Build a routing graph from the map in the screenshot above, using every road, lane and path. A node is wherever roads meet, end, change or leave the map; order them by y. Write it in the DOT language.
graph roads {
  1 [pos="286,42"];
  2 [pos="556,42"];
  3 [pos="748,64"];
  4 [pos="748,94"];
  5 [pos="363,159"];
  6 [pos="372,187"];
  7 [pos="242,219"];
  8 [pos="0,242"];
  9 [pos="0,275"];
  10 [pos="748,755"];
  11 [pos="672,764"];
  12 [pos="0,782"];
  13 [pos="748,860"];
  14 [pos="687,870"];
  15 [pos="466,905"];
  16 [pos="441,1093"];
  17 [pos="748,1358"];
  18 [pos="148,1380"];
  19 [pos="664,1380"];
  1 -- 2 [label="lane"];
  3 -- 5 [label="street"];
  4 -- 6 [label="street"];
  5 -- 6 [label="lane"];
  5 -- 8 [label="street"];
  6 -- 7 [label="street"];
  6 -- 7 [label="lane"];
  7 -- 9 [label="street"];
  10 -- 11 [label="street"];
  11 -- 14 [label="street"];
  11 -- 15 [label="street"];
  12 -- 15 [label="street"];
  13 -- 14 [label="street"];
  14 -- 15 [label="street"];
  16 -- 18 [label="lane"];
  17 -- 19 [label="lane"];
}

# # #

Instructions to follow:
Write the whole listing out again, exactly as it appears above.

Solved problem:
Build a routing graph from the map in the screenshot above, using every road, lane and path. A node is wherever roads meet, end, change or leave the map; order them by y. Write it in the DOT language.
graph roads {
  1 [pos="286,42"];
  2 [pos="556,42"];
  3 [pos="748,64"];
  4 [pos="748,94"];
  5 [pos="363,159"];
  6 [pos="372,187"];
  7 [pos="242,219"];
  8 [pos="0,242"];
  9 [pos="0,275"];
  10 [pos="748,755"];
  11 [pos="672,764"];
  12 [pos="0,782"];
  13 [pos="748,860"];
  14 [pos="687,870"];
  15 [pos="466,905"];
  16 [pos="441,1093"];
  17 [pos="748,1358"];
  18 [pos="148,1380"];
  19 [pos="664,1380"];
  1 -- 2 [label="lane"];
  3 -- 5 [label="street"];
  4 -- 6 [label="street"];
  5 -- 6 [label="lane"];
  5 -- 8 [label="street"];
  6 -- 7 [label="street"];
  6 -- 7 [label="lane"];
  7 -- 9 [label="street"];
  10 -- 11 [label="street"];
  11 -- 14 [label="street"];
  11 -- 15 [label="street"];
  12 -- 15 [label="street"];
  13 -- 14 [label="street"];
  14 -- 15 [label="street"];
  16 -- 18 [label="lane"];
  17 -- 19 [label="lane"];
}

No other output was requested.